Strength and Courage
Deuteronomy 31:1-8
And Moses went and spoke these words to all Israel.…


Strength and courage are inseparable, and the injunction to be strong is nearly equivalent to the injunction to be courageous. "Be strong" can only mean, "Rally the strength you have." "Be courageous," means, "Concentrate your strength against danger or difficulty." Courage, then, is the application of manly force in confronting obstacles. Courage is strong-heartedness. Etymologically, it suggests that the heart is the innermost centre, "the rallying ground," of the forces of moral manhood. Of one who does not or cannot rally his resources of strength we say that he is discouraged, disheartened, has lost heart. We are dealing, therefore, with a rational rather than with an animal quality. It is a virtue in so far as it involves a rational, self-determined effort in confronting the contradictions of life. It is a quality of character rather than a condition of nerve or muscle. It is the courage of intelligence and freedom, the courage of self-determined moral purpose, the courage of moral strength, and it has many forms.

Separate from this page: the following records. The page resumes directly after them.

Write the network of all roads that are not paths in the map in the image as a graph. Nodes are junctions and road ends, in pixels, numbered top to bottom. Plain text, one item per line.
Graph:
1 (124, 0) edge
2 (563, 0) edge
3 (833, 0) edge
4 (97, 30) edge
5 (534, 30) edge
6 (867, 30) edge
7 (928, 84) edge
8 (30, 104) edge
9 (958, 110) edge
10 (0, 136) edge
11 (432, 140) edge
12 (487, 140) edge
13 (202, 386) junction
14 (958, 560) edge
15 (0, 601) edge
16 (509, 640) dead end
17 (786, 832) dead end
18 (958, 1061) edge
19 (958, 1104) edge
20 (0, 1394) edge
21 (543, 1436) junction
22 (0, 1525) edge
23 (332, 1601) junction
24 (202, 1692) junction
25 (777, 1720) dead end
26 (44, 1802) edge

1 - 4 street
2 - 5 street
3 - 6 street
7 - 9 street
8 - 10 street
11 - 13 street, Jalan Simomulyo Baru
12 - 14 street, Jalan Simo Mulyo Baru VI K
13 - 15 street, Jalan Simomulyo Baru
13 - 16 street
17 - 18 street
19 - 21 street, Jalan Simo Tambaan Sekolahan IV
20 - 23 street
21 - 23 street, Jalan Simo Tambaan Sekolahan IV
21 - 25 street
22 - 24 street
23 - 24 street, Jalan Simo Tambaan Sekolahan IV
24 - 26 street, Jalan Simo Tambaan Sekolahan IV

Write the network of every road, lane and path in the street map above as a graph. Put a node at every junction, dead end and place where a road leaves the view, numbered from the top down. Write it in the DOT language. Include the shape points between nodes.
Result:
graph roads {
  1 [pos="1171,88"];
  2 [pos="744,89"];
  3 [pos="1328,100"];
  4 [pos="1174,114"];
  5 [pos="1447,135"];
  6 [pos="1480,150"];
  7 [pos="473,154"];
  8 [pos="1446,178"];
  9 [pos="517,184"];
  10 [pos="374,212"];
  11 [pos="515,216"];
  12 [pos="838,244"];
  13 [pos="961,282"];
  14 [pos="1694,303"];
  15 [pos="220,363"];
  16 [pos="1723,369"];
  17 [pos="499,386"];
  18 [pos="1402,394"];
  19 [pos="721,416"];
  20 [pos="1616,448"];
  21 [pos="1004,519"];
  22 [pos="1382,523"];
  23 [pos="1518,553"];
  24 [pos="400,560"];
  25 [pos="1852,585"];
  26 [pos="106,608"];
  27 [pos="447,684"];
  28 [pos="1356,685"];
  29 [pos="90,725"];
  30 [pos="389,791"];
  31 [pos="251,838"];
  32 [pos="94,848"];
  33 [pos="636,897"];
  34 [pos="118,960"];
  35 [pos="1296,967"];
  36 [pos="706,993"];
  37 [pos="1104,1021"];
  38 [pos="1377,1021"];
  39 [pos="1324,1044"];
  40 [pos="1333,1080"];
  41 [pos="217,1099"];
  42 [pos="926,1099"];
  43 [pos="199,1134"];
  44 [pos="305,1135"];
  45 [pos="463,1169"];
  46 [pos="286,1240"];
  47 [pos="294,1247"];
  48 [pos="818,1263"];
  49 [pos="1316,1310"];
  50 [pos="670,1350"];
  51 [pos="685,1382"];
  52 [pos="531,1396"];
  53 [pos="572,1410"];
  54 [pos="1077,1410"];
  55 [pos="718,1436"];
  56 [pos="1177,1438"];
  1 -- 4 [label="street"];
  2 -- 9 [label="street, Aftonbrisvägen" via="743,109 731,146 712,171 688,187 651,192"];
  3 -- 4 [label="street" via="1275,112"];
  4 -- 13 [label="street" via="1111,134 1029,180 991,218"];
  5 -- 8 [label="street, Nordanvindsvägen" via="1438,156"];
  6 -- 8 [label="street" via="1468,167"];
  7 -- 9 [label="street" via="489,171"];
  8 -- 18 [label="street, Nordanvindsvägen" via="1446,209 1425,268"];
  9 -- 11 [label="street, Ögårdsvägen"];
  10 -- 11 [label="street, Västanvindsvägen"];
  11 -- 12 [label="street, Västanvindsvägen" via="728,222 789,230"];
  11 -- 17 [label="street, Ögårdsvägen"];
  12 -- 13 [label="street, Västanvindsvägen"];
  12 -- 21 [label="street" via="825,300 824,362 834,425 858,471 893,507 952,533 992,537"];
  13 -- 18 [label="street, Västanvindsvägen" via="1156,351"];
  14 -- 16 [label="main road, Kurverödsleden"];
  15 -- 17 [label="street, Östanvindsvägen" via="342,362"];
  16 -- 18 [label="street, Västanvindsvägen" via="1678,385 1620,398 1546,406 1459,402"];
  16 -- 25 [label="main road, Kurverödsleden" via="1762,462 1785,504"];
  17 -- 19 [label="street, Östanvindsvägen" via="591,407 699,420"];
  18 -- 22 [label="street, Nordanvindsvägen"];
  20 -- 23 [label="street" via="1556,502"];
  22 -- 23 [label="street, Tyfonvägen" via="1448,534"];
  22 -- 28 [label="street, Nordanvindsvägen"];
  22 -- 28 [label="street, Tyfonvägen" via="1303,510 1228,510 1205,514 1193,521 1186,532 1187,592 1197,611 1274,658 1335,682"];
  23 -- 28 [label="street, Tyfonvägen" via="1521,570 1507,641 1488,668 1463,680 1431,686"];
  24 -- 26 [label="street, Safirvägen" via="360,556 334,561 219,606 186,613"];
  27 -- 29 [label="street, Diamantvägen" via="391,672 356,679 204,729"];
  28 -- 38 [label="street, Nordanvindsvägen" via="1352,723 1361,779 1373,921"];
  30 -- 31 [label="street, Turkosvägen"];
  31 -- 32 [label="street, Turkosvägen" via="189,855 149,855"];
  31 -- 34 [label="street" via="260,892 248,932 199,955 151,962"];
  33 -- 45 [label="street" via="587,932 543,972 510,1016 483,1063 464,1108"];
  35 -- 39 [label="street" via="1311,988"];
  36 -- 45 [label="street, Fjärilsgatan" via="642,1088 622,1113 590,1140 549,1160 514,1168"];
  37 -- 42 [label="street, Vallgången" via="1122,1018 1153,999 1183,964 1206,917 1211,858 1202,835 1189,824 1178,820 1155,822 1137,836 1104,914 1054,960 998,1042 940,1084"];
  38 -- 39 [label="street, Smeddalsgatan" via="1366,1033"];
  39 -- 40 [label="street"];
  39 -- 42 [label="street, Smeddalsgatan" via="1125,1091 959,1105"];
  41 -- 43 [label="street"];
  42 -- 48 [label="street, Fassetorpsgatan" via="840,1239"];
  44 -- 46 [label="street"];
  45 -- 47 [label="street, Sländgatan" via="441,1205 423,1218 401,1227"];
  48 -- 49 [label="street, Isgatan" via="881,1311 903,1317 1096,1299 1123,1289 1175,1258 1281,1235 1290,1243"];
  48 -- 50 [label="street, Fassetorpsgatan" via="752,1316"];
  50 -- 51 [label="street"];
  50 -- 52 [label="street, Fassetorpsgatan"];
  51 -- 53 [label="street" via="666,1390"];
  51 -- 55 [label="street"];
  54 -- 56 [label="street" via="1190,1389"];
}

1. Such courage is preeminently the courage of a rational faith. In every struggle, physical, political, moral, whatever it may be, a man needs good footing. The moral athlete who makes a successful stand against the difficulties of life must have a good standing ground. Faith gives us footing. Scepticism is a sapper and miner. It takes the ground from under our feet. In any difficulty or danger the mind must be in a positive attitude of confidence. There is nothing but moral imbecility in perpetual distrust or doubt. An over-sceptical habit of mind involves moral paralysis. Faith is vantage ground for the battle. A man may find a certain standing ground in himself. Well, God has put strength into manhood, and He gives men ample opportunity to test it, and a man ought to be able to believe in himself. To distrust one's self in a pinch is to invite defeat. It is not safe to suspend one's self in the uncertainty of self-distrust. One must trust other men also. No one can stand alone. We are obliged to believe in our fellowmen. A surrender of faith in God and providence would leave the world in the imbecility of despair. And I question if there be not in all rational faith in personal manhood, in fellow men, and in the world in which we live a certain latent or implicit confidence in a higher power and in a moral order that has a rational and moral beginning and goal. Certain it is that when men begin to think ethically and rationally they are obliged to postulate the reality of God as a basis of confidence in the ultimate victory of life. This courage of faith in God is the old Hebrew courage. The same stress is put upon faith in the ethics of the Christian life. And this is no insignificant thing as related to the moral conflict of life. Faith is a fundamental virtue in the battle of life, because it is only unto faith that we shall add a manly courage. It is the God of redemption that is committed to us and will see us through the struggle of life.

2. It is the courage of rational moral conviction. Conviction involves the action of truth in the conscience. It gets lodged there in the way of moral conquest. Moral truth is well intrenched only when it is intrenched in an intelligent conscience, and the only valiant soldier in its army is the man who carries it about with him in his moral conviction as a man carries his life and force in the blood of his heart. The man who is morally mastered by the truth is himself masterful. Moral realities do not get very deep root in the soft of the mind alone. Convince and persuade a man, and he may not remain convinced or persuaded. The truth must get below the mind and below emotion, that only transiently dominates the will. But it has won a great victory when it gets hold of the conscience and wins men to its intelligent service. When a man invests with moral sacredness what he holds for truth he will maintain it against all comers and will advance with it in the face of all opposition. Men do not sacrifice much for nor stand by what they hold indifferently. But the quality of correctness is not enough. Living things hold by the root, and they need good soil. Rational moral soil is the only soil that is fit for the truth one holds with tenacity and defends with courage. The passive virtue of humility is indeed a Christian virtue, but it is a humility that should be matched by the most heroic and aggressive boldness. That was a brave Church, that Apostolic Church. They did not stop to balance dangers against duties. They spoke and acted and took the consequences, and they won a victory unmatched in human history. It was not temporising, it was not political trimming, it was not partisan cowardice, that founded Christianity. Strength is what this world is looking for, and what it is sure to respect. Not too bold, not shallow audacity; the sober courage of strong moral conviction — this is Christian courage, and this is what the world needs today.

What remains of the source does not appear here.